Entretien — Dominique Blais
Empreinte d’une grande sensibilité et réflexivité, la production artistique de Dominique Blais s’attelle depuis des années à l’expression de l’insaisissable et de l’immatériel — le temps, le souffle, la lumière, le son. Dans La fin du contretemps, sa quatrième exposition personnelle à la galerie Xippas, l’artiste français compose un parcours audacieux, jalonné par une sélection éclectique des pièces qu’il a réalisées durant ces quatre dernières années. Avec nous, il revient sur les idées, les œuvres mais aussi les flux qui traversent cette exposition.
Matthieu Jacquet : Vous présentez à la galerie Xippas une exposition pluri-disciplinaire et conceptuelle, plutôt surprenante pour le cadre d’une galerie. Quels étaient pour vous les enjeux d’exposer pour la quatrième fois dans cet espace ?
Dominique Blais — La fin du contretemps @ Xippas Gallery from February 10 to April 7, 2018. Learn more Dominique Blais : À la galerie Xippas, je dispose d’une liberté totale sur l’écriture des projets, sans contrainte ni exigence particulière sur ce que je dois montrer. Pour cette nouvelle exposition, il s’agissait de revenir sur des productions réalisées pendant ces quatre dernières années et qui pouvaient cohabiter les unes avec les autres tout en donnant une vision non exhaustive de mon travail.
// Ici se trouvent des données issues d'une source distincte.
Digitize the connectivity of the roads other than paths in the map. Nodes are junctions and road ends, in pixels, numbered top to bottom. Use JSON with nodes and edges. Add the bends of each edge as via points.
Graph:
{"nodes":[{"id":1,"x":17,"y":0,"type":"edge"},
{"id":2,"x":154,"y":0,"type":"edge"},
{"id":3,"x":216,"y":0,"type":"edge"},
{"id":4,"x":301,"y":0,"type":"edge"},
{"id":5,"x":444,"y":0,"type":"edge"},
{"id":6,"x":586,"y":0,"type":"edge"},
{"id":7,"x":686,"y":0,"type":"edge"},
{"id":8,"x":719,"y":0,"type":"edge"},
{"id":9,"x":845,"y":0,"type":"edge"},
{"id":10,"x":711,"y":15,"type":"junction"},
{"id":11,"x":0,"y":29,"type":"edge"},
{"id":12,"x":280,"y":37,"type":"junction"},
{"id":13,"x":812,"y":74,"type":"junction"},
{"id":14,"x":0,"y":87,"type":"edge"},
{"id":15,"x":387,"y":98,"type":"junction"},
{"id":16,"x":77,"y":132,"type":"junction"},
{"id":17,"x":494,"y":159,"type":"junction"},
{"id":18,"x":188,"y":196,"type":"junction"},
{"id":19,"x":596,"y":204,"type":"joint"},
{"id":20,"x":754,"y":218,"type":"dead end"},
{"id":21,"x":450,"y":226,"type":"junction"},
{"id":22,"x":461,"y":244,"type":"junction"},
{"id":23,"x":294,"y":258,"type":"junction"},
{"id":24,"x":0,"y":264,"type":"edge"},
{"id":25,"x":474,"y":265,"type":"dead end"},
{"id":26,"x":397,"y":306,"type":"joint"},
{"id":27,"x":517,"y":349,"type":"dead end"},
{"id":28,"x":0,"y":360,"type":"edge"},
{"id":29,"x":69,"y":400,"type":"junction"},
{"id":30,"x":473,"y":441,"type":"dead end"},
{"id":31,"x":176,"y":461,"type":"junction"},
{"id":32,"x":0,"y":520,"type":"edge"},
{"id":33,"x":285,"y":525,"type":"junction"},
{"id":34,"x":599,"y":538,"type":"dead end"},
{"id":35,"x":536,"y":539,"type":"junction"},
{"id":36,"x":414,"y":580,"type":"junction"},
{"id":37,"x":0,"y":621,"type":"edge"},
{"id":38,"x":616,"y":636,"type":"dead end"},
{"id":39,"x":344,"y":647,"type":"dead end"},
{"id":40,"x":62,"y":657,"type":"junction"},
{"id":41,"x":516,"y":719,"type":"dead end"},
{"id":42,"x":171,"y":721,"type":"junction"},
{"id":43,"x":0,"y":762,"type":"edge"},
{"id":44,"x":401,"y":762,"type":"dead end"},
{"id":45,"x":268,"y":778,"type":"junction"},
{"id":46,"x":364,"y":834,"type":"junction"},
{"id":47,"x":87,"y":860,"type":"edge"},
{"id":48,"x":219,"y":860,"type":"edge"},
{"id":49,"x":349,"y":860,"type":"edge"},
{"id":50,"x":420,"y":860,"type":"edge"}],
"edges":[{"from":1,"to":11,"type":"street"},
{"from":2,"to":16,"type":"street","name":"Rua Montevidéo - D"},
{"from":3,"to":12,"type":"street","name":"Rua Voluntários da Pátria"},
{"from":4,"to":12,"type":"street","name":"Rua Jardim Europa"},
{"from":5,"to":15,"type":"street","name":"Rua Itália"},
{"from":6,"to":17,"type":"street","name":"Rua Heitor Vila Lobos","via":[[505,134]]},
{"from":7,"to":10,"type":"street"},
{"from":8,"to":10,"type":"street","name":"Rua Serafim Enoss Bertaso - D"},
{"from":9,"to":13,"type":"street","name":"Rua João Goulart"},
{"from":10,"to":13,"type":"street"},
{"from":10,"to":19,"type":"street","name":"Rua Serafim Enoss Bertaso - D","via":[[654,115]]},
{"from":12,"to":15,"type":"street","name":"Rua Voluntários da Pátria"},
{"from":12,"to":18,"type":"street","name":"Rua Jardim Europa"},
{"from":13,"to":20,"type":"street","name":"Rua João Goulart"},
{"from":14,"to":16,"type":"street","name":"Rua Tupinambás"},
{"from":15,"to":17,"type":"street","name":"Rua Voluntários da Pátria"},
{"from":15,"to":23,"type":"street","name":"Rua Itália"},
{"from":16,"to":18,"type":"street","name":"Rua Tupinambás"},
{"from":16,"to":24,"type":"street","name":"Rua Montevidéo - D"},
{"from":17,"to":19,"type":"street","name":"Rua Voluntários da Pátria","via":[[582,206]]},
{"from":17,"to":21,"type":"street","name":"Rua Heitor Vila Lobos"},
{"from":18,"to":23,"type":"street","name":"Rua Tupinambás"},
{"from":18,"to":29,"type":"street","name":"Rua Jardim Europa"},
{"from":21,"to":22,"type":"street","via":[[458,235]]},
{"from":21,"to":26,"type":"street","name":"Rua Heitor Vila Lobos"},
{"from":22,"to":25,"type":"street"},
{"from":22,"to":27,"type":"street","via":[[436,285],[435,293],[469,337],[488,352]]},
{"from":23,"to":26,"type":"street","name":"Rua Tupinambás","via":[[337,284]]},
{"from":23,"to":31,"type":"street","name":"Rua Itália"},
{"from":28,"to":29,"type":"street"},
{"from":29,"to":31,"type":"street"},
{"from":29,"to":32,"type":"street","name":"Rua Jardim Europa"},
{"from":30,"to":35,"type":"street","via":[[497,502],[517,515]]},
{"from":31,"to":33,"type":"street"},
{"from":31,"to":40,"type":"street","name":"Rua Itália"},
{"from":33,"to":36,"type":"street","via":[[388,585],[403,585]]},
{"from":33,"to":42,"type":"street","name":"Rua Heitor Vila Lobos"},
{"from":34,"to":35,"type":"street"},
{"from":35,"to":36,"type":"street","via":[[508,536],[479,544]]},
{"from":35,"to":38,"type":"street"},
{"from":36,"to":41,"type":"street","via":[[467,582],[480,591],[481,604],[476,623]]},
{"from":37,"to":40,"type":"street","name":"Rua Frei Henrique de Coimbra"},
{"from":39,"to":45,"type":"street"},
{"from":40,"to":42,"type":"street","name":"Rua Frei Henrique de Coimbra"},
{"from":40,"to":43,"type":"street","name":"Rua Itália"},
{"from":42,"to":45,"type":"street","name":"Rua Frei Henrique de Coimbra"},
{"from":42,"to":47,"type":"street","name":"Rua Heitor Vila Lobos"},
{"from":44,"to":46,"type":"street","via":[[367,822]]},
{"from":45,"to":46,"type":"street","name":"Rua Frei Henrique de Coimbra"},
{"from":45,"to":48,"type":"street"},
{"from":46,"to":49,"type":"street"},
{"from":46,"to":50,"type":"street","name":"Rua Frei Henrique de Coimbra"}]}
Je suis souvent rattaché à un certain type d’œuvres, notamment mes pièces sonores. En réalité, j’aime investir des champs d’investigation plastique très larges. Globalement, on voit bien que les questions de temporalité, de boucle, de flux, d’infra-mince reviennent souvent… Mon processus de travail s’inscrit donc dans une démarche plutôt conceptuelle, suivant laquelle je vais chercher les techniques et matériaux plus appropriés pour devenir les interfaces de mes idées. Au moment d’exposer, je réfléchis toujours au contexte : espace (intérieur, extérieur), temporalité, type de lieu (centre d’art, musée, galerie)…Le temps est une donnée capitale dans l’ensemble de votre œuvre. Ici, c’est la question du contretemps que vous signifiez explicitement dans le titre de l’exposition. Comment reliez-vous cette notion, adoptée souvent par un vocabulaire musical, aux productions artistiques que vous présentez ?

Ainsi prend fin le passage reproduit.